Credit: © DAVID A. HARDY/STFC

Dust generally follows an explosion, but astronomers have found what seems to be the opposite case in RS Ophiuchi. Using the twin telescopes of the Keck Interferometer in a 'null' mode, which suppresses the light of a star by a dark fringe such that faint objects nearby can be resolved, Richard Barry and co-workers studied this recurring nova four days after its latest outburst on 12 February 2006 (Astrophys. J. doi:10.1086/529422; 2008). Previous recorded events occurred in 1898, 1933, 1958, 1967 and 1985.

The exploding star is a white dwarf, whose surface undergoes nuclear explosions. Its companion red giant sheds gaseous matter that the white dwarf incorporates. Whenever the surface temperature of the growing white dwarf reaches some critical value, a thermonuclear explosion ensues and the luminosity increases 600-fold. A thermonuclear explosion is also the engine for a supernova blast, but that involves the core of a massive star and not only its surface.

Although this binary system has been studied using many telescopes at different wavelengths, only the interferometry method provides spatial resolution of the emission components. And in the bright zone surrounding the explosion, there was no dust — but further out, well beyond the blast wave, silicate dust abounds.

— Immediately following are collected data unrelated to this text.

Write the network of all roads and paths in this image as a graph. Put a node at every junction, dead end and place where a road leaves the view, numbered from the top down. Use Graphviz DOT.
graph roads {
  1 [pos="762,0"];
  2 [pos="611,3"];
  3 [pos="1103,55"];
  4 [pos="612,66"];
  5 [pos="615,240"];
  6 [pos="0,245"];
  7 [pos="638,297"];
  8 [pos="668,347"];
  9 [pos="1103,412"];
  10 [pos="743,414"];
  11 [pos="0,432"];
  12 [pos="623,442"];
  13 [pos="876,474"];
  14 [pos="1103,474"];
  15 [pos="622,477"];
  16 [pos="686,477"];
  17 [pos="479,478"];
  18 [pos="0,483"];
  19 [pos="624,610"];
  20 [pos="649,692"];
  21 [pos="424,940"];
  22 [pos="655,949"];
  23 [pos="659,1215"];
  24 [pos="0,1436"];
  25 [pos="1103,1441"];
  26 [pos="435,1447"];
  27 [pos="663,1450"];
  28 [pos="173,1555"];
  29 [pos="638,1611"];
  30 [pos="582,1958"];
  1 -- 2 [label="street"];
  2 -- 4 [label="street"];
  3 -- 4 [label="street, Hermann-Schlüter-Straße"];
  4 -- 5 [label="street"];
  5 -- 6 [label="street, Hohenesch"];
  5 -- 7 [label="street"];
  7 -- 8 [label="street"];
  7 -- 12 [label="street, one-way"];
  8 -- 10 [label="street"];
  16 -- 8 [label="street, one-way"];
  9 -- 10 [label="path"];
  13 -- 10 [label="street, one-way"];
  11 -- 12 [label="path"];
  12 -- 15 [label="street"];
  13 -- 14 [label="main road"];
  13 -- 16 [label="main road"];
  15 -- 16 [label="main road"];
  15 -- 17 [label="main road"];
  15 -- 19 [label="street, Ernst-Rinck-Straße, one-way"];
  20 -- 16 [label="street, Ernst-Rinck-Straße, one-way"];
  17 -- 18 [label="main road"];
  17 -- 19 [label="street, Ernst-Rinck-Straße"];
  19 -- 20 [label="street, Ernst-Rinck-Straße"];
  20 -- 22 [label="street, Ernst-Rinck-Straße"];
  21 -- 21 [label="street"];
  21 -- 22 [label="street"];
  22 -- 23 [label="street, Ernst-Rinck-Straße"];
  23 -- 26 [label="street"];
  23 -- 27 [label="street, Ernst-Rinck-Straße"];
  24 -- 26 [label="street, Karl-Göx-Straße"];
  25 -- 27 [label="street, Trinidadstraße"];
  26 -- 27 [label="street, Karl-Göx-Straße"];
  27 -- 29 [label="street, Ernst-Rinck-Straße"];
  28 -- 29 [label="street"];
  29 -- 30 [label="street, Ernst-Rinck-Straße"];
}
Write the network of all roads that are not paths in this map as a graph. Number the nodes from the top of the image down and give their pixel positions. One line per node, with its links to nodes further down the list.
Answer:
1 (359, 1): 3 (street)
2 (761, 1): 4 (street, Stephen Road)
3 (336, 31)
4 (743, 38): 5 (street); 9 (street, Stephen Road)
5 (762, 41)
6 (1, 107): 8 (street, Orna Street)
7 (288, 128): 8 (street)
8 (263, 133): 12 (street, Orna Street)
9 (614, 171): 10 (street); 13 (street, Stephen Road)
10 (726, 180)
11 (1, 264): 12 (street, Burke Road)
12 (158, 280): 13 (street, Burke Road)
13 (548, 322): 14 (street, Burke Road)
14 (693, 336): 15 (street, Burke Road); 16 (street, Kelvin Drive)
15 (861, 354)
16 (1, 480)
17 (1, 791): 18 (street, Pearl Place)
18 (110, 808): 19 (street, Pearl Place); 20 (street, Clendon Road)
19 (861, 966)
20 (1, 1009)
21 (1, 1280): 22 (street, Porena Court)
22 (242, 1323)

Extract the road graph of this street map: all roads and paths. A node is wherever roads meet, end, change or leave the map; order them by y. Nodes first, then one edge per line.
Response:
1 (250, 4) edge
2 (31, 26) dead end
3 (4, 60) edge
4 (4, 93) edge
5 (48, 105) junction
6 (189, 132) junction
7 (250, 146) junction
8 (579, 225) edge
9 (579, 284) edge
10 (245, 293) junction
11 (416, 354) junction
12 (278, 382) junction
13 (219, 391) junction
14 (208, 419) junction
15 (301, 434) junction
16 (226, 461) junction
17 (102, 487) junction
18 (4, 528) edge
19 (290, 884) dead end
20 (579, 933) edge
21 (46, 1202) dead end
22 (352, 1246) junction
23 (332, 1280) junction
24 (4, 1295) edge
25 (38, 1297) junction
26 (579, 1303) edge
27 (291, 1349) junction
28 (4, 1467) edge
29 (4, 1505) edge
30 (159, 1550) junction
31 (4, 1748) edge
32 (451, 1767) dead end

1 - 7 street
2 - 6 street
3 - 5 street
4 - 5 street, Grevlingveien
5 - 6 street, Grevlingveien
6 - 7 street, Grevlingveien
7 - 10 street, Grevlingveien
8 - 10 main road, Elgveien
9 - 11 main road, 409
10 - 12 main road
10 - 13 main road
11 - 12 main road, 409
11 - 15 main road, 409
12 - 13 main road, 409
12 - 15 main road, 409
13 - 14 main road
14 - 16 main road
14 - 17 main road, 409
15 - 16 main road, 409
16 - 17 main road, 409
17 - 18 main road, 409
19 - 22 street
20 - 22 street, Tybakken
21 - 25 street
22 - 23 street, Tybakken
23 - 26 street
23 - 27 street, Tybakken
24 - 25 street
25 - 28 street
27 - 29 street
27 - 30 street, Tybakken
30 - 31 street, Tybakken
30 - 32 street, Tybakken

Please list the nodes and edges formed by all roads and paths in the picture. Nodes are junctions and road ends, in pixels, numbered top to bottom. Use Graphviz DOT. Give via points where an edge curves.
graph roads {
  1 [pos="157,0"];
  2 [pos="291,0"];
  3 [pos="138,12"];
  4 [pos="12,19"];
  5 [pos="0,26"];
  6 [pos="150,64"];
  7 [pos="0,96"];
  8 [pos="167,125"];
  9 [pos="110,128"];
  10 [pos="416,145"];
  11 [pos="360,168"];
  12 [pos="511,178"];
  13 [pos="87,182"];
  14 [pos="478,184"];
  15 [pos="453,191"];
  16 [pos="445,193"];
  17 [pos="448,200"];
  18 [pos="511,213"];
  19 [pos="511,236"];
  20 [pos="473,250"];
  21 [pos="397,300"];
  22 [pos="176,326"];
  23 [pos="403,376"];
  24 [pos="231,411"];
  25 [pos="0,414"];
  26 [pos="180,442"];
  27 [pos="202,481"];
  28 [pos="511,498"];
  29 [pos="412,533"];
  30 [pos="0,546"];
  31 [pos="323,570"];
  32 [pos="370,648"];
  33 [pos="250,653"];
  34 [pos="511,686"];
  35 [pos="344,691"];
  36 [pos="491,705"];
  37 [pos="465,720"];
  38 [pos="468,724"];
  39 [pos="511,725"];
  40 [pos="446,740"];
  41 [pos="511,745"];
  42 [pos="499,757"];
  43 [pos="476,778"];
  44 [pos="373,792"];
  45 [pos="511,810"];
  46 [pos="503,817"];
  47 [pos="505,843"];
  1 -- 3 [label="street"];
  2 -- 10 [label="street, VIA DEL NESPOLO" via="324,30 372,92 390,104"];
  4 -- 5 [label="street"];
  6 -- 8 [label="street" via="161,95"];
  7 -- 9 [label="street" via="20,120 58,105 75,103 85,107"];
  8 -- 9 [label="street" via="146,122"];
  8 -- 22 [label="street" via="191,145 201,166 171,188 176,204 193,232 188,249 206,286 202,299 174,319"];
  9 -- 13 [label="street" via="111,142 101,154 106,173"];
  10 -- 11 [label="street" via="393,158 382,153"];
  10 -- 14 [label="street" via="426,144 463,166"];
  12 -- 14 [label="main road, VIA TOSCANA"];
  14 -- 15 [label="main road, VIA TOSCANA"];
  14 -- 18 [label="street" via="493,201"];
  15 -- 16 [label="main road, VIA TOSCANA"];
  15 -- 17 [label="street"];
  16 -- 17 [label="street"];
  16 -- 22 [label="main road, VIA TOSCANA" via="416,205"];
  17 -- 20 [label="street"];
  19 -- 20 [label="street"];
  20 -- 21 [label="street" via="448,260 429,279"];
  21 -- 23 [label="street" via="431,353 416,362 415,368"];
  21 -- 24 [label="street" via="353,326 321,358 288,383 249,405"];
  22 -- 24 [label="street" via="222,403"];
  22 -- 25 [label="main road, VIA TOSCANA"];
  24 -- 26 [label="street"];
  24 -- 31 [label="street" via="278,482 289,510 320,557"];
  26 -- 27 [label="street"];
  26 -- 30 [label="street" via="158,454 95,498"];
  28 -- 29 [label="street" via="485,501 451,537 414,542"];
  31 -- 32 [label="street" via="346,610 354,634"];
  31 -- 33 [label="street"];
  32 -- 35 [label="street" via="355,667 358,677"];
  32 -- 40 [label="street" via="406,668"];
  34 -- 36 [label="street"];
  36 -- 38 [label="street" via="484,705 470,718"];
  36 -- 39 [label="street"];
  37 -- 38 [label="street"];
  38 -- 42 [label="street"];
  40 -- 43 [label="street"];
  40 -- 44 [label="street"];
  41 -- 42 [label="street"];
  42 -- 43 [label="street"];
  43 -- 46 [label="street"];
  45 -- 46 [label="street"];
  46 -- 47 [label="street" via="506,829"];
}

To explain all the observations to date, including how the dust got there, requires a new model. In the current model, the interaction between the matter ejected by the white dwarf during the blast and the wind from the red giant creates a shock wave. The observations of Barry et al. suggest that the motion of the binary system through the cool wind causes the shock wave to have a spiral pattern, which leads to density enhancements that enable dust to form from the cooler atoms, in a 'pinwheel' pattern. Of course, this pinwheel structure was destroyed during the latest blast, but it should build up again if the model is correct.